(Records to use begins)
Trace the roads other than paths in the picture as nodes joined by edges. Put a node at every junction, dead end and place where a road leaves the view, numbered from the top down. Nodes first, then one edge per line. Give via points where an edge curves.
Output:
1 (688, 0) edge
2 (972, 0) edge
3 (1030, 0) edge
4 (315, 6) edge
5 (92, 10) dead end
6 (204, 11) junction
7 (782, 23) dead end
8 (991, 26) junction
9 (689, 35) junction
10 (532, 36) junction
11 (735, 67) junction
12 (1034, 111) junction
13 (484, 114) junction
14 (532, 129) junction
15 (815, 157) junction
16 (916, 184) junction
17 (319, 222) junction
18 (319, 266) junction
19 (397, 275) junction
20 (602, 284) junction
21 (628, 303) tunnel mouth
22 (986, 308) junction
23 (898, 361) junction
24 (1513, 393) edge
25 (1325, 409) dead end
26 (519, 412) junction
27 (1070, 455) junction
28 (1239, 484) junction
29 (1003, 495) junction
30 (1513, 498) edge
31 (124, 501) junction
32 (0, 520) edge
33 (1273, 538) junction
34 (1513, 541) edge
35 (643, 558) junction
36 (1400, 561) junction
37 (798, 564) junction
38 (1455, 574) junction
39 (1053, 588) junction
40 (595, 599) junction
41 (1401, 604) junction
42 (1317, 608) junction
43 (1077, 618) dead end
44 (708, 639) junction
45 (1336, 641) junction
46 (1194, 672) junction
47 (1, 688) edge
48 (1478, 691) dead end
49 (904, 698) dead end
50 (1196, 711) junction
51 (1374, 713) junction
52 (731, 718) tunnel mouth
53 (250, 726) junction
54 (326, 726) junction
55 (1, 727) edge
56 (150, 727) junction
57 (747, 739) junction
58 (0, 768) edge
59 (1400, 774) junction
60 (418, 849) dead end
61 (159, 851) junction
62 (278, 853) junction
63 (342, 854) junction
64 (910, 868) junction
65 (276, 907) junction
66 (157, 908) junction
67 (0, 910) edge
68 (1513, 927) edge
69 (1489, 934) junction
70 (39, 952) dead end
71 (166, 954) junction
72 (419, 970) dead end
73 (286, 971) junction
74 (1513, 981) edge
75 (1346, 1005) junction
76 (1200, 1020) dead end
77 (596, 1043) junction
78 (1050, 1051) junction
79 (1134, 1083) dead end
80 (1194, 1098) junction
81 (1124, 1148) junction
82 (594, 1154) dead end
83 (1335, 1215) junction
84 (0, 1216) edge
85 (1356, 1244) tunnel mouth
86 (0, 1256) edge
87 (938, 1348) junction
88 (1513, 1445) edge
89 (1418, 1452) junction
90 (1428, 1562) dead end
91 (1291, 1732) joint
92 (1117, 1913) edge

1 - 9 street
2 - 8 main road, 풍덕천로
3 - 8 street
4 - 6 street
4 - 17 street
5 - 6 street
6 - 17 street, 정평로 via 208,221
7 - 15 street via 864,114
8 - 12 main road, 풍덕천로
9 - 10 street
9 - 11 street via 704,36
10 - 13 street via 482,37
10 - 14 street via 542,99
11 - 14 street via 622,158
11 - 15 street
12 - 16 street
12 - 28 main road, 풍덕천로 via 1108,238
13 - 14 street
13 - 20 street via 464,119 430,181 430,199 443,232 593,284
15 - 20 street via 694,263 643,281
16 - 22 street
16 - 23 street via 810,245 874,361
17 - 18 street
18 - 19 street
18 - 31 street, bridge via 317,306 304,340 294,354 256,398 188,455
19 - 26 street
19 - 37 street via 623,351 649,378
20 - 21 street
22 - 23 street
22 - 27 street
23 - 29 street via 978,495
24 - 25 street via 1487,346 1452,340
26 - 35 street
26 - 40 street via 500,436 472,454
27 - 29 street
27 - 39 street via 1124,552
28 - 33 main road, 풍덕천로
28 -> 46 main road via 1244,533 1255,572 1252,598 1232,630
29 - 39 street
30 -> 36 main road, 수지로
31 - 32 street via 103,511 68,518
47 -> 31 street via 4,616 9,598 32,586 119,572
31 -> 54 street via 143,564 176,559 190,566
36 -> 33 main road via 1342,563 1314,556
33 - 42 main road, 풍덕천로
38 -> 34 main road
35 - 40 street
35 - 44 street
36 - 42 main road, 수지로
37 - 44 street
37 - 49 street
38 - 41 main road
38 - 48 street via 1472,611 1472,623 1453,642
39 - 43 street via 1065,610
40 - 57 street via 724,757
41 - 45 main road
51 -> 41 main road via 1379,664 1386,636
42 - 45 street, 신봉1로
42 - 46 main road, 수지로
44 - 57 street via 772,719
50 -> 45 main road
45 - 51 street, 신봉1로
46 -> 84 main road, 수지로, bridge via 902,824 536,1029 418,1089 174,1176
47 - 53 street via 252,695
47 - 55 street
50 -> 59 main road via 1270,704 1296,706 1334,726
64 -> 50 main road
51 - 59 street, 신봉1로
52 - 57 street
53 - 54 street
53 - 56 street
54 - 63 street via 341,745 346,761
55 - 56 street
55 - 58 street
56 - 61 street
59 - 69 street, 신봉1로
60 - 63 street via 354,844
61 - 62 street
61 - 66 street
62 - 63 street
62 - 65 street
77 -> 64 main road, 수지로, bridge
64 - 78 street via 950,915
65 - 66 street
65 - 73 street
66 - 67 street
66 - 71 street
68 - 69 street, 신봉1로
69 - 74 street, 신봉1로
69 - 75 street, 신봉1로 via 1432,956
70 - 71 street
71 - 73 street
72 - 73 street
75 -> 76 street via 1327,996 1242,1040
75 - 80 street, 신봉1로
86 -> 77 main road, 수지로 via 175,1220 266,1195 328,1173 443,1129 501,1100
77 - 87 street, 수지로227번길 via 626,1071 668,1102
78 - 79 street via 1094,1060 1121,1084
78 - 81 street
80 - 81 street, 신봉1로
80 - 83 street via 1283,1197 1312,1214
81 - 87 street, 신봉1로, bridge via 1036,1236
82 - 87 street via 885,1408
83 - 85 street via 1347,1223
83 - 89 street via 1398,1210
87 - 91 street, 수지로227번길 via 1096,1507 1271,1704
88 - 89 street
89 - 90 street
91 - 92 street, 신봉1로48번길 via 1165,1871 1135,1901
(Records to use ends)
What you will do - Each record is to be reproduced exactly as it appears.

Response below -
Trace the roads other than paths in the picture as nodes joined by edges. Put a node at every junction, dead end and place where a road leaves the view, numbered from the top down. Nodes first, then one edge per line. Give via points where an edge curves.
Output:
1 (688, 0) edge
2 (972, 0) edge
3 (1030, 0) edge
4 (315, 6) edge
5 (92, 10) dead end
6 (204, 11) junction
7 (782, 23) dead end
8 (991, 26) junction
9 (689, 35) junction
10 (532, 36) junction
11 (735, 67) junction
12 (1034, 111) junction
13 (484, 114) junction
14 (532, 129) junction
15 (815, 157) junction
16 (916, 184) junction
17 (319, 222) junction
18 (319, 266) junction
19 (397, 275) junction
20 (602, 284) junction
21 (628, 303) tunnel mouth
22 (986, 308) junction
23 (898, 361) junction
24 (1513, 393) edge
25 (1325, 409) dead end
26 (519, 412) junction
27 (1070, 455) junction
28 (1239, 484) junction
29 (1003, 495) junction
30 (1513, 498) edge
31 (124, 501) junction
32 (0, 520) edge
33 (1273, 538) junction
34 (1513, 541) edge
35 (643, 558) junction
36 (1400, 561) junction
37 (798, 564) junction
38 (1455, 574) junction
39 (1053, 588) junction
40 (595, 599) junction
41 (1401, 604) junction
42 (1317, 608) junction
43 (1077, 618) dead end
44 (708, 639) junction
45 (1336, 641) junction
46 (1194, 672) junction
47 (1, 688) edge
48 (1478, 691) dead end
49 (904, 698) dead end
50 (1196, 711) junction
51 (1374, 713) junction
52 (731, 718) tunnel mouth
53 (250, 726) junction
54 (326, 726) junction
55 (1, 727) edge
56 (150, 727) junction
57 (747, 739) junction
58 (0, 768) edge
59 (1400, 774) junction
60 (418, 849) dead end
61 (159, 851) junction
62 (278, 853) junction
63 (342, 854) junction
64 (910, 868) junction
65 (276, 907) junction
66 (157, 908) junction
67 (0, 910) edge
68 (1513, 927) edge
69 (1489, 934) junction
70 (39, 952) dead end
71 (166, 954) junction
72 (419, 970) dead end
73 (286, 971) junction
74 (1513, 981) edge
75 (1346, 1005) junction
76 (1200, 1020) dead end
77 (596, 1043) junction
78 (1050, 1051) junction
79 (1134, 1083) dead end
80 (1194, 1098) junction
81 (1124, 1148) junction
82 (594, 1154) dead end
83 (1335, 1215) junction
84 (0, 1216) edge
85 (1356, 1244) tunnel mouth
86 (0, 1256) edge
87 (938, 1348) junction
88 (1513, 1445) edge
89 (1418, 1452) junction
90 (1428, 1562) dead end
91 (1291, 1732) joint
92 (1117, 1913) edge

1 - 9 street
2 - 8 main road, 풍덕천로
3 - 8 street
4 - 6 street
4 - 17 street
5 - 6 street
6 - 17 street, 정평로 via 208,221
7 - 15 street via 864,114
8 - 12 main road, 풍덕천로
9 - 10 street
9 - 11 street via 704,36
10 - 13 street via 482,37
10 - 14 street via 542,99
11 - 14 street via 622,158
11 - 15 street
12 - 16 street
12 - 28 main road, 풍덕천로 via 1108,238
13 - 14 street
13 - 20 street via 464,119 430,181 430,199 443,232 593,284
15 - 20 street via 694,263 643,281
16 - 22 street
16 - 23 street via 810,245 874,361
17 - 18 street
18 - 19 street
18 - 31 street, bridge via 317,306 304,340 294,354 256,398 188,455
19 - 26 street
19 - 37 street via 623,351 649,378
20 - 21 street
22 - 23 street
22 - 27 street
23 - 29 street via 978,495
24 - 25 street via 1487,346 1452,340
26 - 35 street
26 - 40 street via 500,436 472,454
27 - 29 street
27 - 39 street via 1124,552
28 - 33 main road, 풍덕천로
28 -> 46 main road via 1244,533 1255,572 1252,598 1232,630
29 - 39 street
30 -> 36 main road, 수지로
31 - 32 street via 103,511 68,518
47 -> 31 street via 4,616 9,598 32,586 119,572
31 -> 54 street via 143,564 176,559 190,566
36 -> 33 main road via 1342,563 1314,556
33 - 42 main road, 풍덕천로
38 -> 34 main road
35 - 40 street
35 - 44 street
36 - 42 main road, 수지로
37 - 44 street
37 - 49 street
38 - 41 main road
38 - 48 street via 1472,611 1472,623 1453,642
39 - 43 street via 1065,610
40 - 57 street via 724,757
41 - 45 main road
51 -> 41 main road via 1379,664 1386,636
42 - 45 street, 신봉1로
42 - 46 main road, 수지로
44 - 57 street via 772,719
50 -> 45 main road
45 - 51 street, 신봉1로
46 -> 84 main road, 수지로, bridge via 902,824 536,1029 418,1089 174,1176
47 - 53 street via 252,695
47 - 55 street
50 -> 59 main road via 1270,704 1296,706 1334,726
64 -> 50 main road
51 - 59 street, 신봉1로
52 - 57 street
53 - 54 street
53 - 56 street
54 - 63 street via 341,745 346,761
55 - 56 street
55 - 58 street
56 - 61 street
59 - 69 street, 신봉1로
60 - 63 street via 354,844
61 - 62 street
61 - 66 street
62 - 63 street
62 - 65 street
77 -> 64 main road, 수지로, bridge
64 - 78 street via 950,915
65 - 66 street
65 - 73 street
66 - 67 street
66 - 71 street
68 - 69 street, 신봉1로
69 - 74 street, 신봉1로
69 - 75 street, 신봉1로 via 1432,956
70 - 71 street
71 - 73 street
72 - 73 street
75 -> 76 street via 1327,996 1242,1040
75 - 80 street, 신봉1로
86 -> 77 main road, 수지로 via 175,1220 266,1195 328,1173 443,1129 501,1100
77 - 87 street, 수지로227번길 via 626,1071 668,1102
78 - 79 street via 1094,1060 1121,1084
78 - 81 street
80 - 81 street, 신봉1로
80 - 83 street via 1283,1197 1312,1214
81 - 87 street, 신봉1로, bridge via 1036,1236
82 - 87 street via 885,1408
83 - 85 street via 1347,1223
83 - 89 street via 1398,1210
87 - 91 street, 수지로227번길 via 1096,1507 1271,1704
88 - 89 street
89 - 90 street
91 - 92 street, 신봉1로48번길 via 1165,1871 1135,1901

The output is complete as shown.